Adult Sunday School

Sunday morning Christian education doesn't stop when your graduate from high school.  It's a life-long process.  Here are a few of the options you may enjoy as an adult during the Sunday School hour.

  • Narrative Lectionary Study

    Sundays after worship, in the library.  There will be no class on September 29th. (Anniversary Celebration)


    The Narrative Lectionary, developed at Luther Seminar in St. Paul, is a chronological approach to studying scripture beginning with Genesis and progressing sequentially through the old and new testaments. The class meets in the Library each Sunday about 11:15. The format is an interactive, participatory discussion led by a facilitator using the reading, commentary and additional insights from scholarly sources such as the texts used in the Synod’s Parish Lay Ministry Academy (PLMA). Everyone is invited and encouraged to participate in the discussion or simply listen, if they choose. Preparation is not required. (Although it will enhance your experience.) So, get a cup of coffee and a pastry and join us at 11:15. We look forward to seeing you.

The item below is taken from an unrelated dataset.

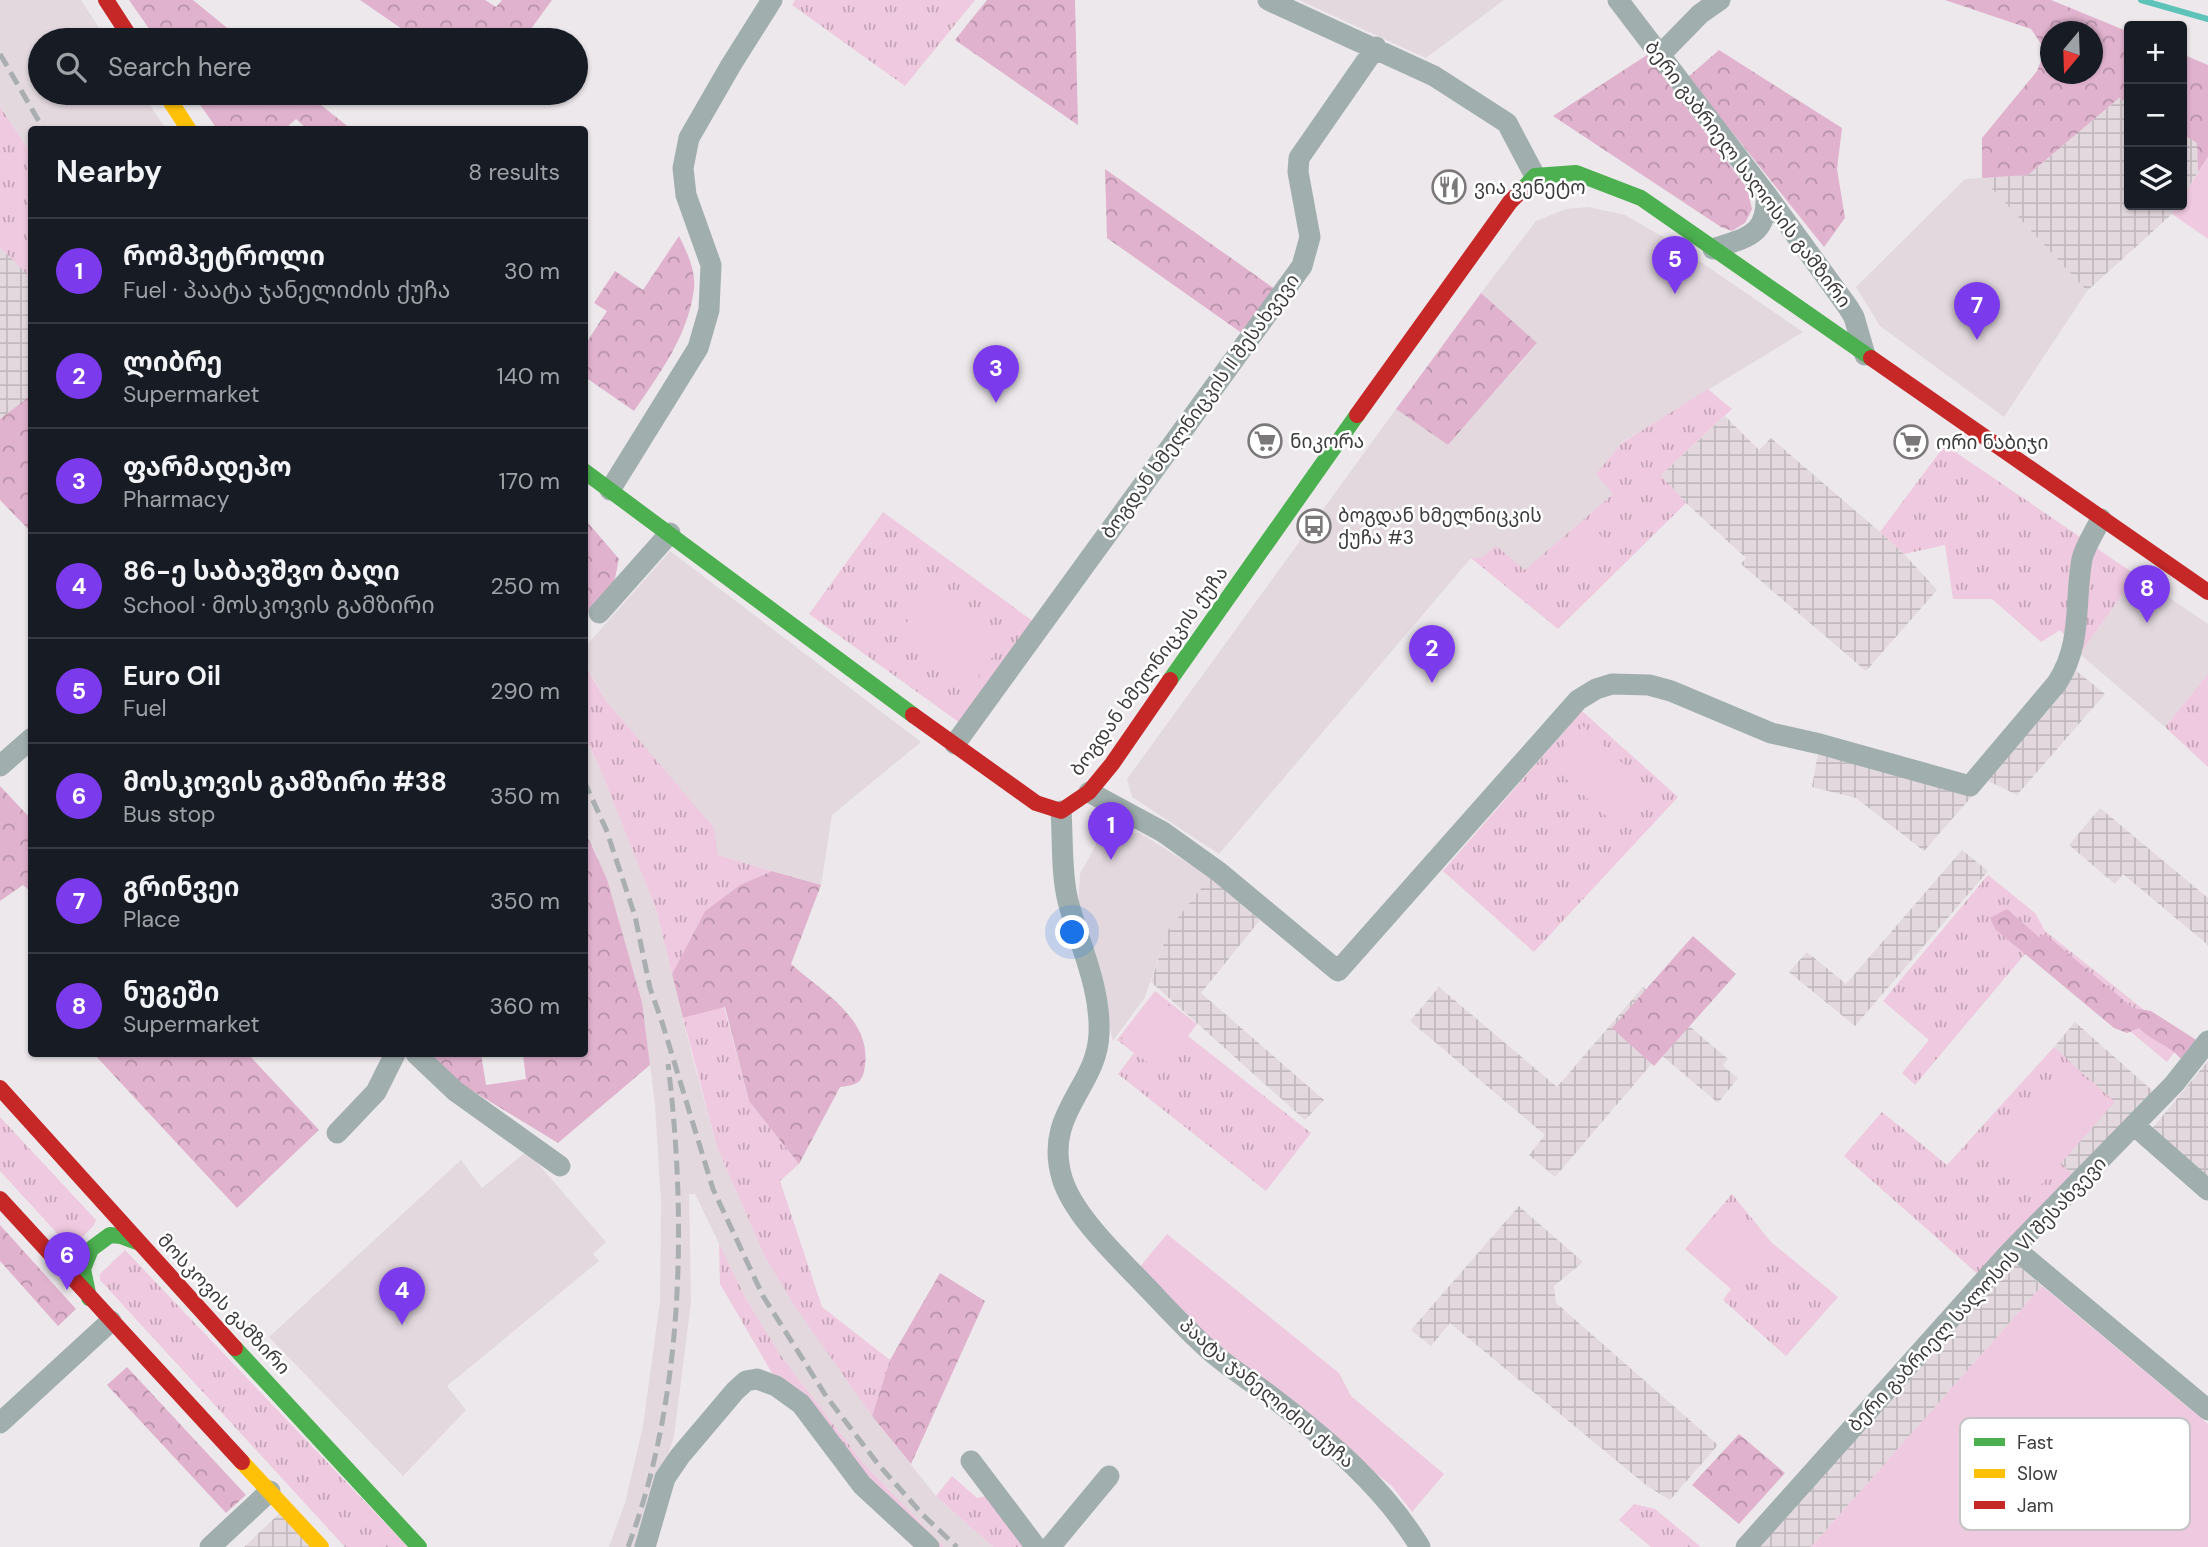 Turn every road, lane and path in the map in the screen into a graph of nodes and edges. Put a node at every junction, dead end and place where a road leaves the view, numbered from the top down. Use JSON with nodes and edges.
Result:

    View the Narrative Lectionary HERE.


    Contact Bruce Fisher  


The Anxious Generation Book Discussion

Sundays:  Oct. 6, 20, and Nov. 3, 10, and 17

meets in Room 7

 

After more than a decade of stability or improvement, the mental health of adolescents plunged in the early 2010s. Rates of depression, anxiety, self-harm, and suicide rose sharply, more than doubling on many measures. Why?

 

In The Anxious Generation, social psychologist Jonathan Haidt lays out the facts about the epidemic of teen mental illness that hit many countries at the same time. He then investigates the nature of childhood, including why children need play and independent exploration to mature into competent, thriving adults. Haidt shows how the “play-based childhood” began to decline in the 1980s, and how it was finally wiped out by the arrival of the “phone-based childhood” in the early 2010s. He presents more than a dozen mechanisms by which this “great rewiring of childhood” has interfered with children’s social and neurological development, covering everything from sleep deprivation to attention fragmentation, addiction, loneliness, social contagion, social comparison, and perfectionism. He explains why social media damages girls more than boys and why boys have been withdrawing from the real world into the virtual world, with disastrous consequences for themselves, their families, and their societies.